• [ASSIGNMENT] Which lines below mention "Villa"? Pick each one out.

[TASK MATERIAL]

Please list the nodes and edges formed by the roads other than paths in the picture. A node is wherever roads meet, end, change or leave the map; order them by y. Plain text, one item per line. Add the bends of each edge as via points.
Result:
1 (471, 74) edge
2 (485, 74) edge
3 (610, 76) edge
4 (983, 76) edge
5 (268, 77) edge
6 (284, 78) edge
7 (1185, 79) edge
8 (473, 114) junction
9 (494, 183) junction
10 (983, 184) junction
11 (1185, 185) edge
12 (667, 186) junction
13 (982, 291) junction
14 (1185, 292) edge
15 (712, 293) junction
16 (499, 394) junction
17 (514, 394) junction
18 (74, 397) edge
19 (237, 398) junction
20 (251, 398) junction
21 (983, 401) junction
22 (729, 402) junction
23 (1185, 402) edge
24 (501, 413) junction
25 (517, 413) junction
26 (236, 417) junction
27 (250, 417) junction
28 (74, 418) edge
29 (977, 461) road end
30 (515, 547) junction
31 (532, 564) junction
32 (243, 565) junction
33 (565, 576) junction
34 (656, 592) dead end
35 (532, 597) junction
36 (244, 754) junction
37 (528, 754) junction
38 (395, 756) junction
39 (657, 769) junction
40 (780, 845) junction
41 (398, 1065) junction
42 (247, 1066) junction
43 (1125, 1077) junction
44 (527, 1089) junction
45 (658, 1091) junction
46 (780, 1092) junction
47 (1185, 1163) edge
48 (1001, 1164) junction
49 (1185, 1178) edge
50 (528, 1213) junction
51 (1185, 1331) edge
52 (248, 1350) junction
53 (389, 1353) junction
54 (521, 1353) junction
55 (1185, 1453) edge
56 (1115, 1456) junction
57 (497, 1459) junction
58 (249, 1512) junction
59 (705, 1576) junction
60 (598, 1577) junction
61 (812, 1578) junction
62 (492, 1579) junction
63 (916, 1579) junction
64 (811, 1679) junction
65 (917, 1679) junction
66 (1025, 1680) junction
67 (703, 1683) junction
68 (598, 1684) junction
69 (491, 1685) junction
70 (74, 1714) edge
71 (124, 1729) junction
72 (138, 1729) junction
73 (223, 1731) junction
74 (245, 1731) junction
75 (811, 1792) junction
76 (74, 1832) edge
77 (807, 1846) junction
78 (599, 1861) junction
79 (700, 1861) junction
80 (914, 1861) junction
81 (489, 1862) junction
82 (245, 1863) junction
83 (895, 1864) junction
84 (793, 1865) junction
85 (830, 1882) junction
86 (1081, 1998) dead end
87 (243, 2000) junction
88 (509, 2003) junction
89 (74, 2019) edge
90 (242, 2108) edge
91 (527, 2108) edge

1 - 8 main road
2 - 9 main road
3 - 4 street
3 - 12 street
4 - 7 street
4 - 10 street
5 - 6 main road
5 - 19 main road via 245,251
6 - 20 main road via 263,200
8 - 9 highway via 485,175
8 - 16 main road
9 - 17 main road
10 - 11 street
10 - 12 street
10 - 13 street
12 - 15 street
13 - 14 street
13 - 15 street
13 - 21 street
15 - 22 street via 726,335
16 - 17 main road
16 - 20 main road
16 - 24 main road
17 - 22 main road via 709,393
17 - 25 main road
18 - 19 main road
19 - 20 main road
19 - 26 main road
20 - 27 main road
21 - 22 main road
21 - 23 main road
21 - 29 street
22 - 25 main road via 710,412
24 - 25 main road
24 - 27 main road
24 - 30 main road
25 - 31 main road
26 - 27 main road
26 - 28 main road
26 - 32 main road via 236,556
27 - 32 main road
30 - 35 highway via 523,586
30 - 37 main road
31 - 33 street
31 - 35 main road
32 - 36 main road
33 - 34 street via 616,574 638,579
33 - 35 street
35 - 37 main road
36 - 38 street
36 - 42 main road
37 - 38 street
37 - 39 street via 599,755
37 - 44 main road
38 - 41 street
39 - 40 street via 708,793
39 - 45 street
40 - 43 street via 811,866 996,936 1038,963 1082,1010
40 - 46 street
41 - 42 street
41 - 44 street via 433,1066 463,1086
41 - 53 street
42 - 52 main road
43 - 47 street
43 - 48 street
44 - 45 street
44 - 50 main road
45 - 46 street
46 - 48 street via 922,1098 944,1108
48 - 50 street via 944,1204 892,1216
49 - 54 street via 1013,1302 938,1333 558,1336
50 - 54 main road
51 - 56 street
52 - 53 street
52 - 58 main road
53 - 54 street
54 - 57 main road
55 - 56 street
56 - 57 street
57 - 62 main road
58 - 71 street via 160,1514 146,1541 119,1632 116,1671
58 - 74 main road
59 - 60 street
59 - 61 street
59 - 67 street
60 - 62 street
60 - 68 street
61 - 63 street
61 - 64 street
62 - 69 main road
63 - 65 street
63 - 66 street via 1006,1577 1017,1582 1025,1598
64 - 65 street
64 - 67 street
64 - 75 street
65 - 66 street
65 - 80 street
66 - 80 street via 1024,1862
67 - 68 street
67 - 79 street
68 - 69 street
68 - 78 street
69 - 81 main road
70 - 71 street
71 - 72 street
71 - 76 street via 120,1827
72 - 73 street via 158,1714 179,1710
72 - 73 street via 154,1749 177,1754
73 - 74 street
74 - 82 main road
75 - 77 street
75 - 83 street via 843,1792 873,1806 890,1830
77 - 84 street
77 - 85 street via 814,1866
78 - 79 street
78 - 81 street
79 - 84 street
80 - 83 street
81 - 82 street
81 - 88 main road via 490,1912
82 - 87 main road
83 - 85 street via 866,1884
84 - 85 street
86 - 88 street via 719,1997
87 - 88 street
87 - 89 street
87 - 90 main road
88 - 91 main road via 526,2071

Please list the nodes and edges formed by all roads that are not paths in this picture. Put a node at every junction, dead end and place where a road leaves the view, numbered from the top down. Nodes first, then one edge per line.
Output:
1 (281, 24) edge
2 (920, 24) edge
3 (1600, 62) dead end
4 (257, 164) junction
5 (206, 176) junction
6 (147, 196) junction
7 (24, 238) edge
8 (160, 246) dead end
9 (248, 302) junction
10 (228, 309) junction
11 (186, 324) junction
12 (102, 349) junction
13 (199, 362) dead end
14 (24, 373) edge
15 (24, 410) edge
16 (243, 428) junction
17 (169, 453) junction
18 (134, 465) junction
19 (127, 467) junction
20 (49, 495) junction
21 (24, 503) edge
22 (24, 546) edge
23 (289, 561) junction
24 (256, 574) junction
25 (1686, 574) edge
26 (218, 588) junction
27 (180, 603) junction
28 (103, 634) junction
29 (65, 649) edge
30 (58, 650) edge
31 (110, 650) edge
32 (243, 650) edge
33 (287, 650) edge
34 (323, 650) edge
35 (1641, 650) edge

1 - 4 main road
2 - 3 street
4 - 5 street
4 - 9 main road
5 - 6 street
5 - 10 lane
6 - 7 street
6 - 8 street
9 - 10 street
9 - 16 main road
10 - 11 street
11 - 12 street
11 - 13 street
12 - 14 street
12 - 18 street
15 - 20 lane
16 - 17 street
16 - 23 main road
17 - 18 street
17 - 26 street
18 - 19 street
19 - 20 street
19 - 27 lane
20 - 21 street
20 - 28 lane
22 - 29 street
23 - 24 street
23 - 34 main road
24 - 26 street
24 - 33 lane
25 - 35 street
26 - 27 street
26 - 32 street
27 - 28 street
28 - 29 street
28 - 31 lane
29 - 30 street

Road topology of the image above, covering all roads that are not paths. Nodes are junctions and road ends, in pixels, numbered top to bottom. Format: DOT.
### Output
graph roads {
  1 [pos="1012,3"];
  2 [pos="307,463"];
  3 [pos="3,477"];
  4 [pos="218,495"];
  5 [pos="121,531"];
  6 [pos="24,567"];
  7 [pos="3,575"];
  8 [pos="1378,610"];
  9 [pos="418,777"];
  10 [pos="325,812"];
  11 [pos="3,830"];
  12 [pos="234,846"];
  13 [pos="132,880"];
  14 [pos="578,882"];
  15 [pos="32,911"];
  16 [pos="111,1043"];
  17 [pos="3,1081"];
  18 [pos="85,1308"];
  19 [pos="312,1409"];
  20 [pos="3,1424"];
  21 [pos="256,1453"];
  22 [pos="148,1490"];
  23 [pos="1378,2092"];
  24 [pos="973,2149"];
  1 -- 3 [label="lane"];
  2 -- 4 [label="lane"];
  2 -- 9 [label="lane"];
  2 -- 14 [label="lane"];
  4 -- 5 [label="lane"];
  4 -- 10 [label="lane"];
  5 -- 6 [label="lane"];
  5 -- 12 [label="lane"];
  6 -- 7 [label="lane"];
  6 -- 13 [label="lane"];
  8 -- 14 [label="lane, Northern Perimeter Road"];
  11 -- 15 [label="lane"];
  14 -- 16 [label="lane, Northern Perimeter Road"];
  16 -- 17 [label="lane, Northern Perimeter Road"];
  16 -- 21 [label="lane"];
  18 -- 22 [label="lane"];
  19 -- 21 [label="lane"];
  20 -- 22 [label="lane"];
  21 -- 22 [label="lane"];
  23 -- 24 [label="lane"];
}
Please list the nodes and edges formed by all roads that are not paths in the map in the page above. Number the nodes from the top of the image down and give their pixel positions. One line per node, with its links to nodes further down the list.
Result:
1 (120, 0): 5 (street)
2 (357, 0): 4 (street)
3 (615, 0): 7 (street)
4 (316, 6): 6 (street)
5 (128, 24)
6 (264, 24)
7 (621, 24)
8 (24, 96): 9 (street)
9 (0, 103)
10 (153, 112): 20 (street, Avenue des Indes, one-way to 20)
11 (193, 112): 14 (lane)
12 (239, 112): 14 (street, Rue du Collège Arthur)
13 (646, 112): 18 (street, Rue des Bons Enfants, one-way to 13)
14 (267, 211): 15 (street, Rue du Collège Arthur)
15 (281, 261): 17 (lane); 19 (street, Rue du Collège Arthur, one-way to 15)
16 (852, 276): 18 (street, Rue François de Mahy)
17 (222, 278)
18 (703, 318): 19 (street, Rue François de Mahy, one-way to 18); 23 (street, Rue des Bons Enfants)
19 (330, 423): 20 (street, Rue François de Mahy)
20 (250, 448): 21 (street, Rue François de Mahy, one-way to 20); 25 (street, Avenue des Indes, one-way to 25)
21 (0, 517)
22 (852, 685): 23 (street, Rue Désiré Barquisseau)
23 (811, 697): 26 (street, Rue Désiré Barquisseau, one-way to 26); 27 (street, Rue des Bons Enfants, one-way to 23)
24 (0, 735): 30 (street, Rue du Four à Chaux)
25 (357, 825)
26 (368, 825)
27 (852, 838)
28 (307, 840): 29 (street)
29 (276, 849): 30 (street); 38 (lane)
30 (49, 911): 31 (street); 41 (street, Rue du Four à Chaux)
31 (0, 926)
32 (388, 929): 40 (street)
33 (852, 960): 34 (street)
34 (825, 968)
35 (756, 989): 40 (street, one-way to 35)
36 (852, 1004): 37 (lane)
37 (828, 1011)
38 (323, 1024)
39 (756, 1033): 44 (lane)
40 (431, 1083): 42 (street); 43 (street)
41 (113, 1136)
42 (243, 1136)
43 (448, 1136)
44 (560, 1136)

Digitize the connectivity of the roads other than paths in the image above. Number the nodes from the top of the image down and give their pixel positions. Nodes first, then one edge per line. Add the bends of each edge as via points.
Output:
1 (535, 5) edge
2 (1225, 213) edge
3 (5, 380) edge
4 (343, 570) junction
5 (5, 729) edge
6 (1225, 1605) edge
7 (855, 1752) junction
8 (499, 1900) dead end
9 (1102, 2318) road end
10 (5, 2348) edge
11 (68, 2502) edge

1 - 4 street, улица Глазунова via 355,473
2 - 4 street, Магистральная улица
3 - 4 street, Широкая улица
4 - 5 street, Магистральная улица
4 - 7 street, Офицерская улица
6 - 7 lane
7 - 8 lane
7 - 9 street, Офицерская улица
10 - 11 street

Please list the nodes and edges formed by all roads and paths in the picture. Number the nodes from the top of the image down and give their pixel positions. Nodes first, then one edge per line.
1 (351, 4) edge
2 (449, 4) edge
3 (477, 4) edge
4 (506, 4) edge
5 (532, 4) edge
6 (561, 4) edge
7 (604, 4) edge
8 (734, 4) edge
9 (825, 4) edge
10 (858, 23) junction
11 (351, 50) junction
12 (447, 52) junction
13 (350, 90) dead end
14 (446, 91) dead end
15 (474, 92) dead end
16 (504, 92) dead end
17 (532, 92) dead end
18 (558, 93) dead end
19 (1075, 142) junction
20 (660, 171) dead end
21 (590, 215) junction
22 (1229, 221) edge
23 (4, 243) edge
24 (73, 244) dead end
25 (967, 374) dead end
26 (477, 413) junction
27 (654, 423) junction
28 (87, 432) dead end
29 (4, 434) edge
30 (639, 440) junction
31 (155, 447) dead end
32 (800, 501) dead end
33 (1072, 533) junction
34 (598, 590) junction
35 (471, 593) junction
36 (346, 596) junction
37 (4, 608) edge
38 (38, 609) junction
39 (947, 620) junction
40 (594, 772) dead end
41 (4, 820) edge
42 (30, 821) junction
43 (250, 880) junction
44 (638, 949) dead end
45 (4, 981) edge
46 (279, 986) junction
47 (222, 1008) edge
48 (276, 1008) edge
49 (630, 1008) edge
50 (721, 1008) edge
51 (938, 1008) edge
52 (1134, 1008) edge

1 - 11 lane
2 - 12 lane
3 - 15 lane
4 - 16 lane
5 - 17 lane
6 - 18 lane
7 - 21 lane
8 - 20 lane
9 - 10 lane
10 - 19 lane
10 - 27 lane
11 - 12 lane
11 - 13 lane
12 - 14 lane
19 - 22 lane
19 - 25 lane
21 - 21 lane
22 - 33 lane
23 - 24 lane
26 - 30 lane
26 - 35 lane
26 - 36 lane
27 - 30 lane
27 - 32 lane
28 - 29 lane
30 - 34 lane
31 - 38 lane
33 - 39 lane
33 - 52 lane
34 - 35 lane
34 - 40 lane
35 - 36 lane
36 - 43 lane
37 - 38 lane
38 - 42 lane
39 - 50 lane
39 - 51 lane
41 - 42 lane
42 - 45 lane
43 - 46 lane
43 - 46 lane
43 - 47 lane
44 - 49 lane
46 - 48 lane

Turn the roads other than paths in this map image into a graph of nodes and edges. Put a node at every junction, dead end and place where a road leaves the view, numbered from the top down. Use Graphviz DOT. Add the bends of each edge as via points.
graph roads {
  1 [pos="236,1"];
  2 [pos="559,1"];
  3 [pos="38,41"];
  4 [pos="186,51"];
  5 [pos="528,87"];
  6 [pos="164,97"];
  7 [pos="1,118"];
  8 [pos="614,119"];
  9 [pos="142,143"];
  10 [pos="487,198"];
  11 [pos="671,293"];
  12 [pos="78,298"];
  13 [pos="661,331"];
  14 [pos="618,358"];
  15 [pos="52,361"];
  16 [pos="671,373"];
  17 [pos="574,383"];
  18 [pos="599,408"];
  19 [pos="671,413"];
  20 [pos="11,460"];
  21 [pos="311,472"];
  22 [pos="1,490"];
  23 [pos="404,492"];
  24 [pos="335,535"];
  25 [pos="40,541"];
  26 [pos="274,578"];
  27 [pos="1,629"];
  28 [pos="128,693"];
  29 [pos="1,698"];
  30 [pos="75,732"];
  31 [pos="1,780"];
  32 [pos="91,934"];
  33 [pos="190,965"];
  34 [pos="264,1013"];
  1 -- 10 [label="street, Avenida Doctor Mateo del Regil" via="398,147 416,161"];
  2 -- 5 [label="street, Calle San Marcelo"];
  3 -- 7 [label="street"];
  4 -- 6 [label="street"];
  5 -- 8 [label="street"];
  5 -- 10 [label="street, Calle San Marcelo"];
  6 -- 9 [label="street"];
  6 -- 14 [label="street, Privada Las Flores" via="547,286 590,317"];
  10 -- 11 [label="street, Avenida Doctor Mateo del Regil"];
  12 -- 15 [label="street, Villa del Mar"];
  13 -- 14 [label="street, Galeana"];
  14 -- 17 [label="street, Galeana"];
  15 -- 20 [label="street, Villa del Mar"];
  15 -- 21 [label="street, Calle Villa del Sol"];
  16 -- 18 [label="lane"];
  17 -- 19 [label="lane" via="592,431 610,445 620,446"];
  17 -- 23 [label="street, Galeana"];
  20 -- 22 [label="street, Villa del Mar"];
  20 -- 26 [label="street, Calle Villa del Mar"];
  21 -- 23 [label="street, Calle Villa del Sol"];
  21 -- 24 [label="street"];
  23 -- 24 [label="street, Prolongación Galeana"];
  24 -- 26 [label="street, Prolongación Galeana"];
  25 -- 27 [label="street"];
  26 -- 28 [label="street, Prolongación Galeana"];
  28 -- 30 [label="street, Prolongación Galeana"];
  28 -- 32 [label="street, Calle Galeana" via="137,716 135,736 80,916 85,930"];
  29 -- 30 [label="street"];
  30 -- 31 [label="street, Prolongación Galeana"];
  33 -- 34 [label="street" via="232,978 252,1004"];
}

[/TASK MATERIAL]

• [EXPECTED ANSWER]
  12 -- 15 [label="street, Villa del Mar"];
  15 -- 20 [label="street, Villa del Mar"];
  15 -- 21 [label="street, Calle Villa del Sol"];
  20 -- 22 [label="street, Villa del Mar"];
  20 -- 26 [label="street, Calle Villa del Mar"];
  21 -- 23 [label="street, Calle Villa del Sol"];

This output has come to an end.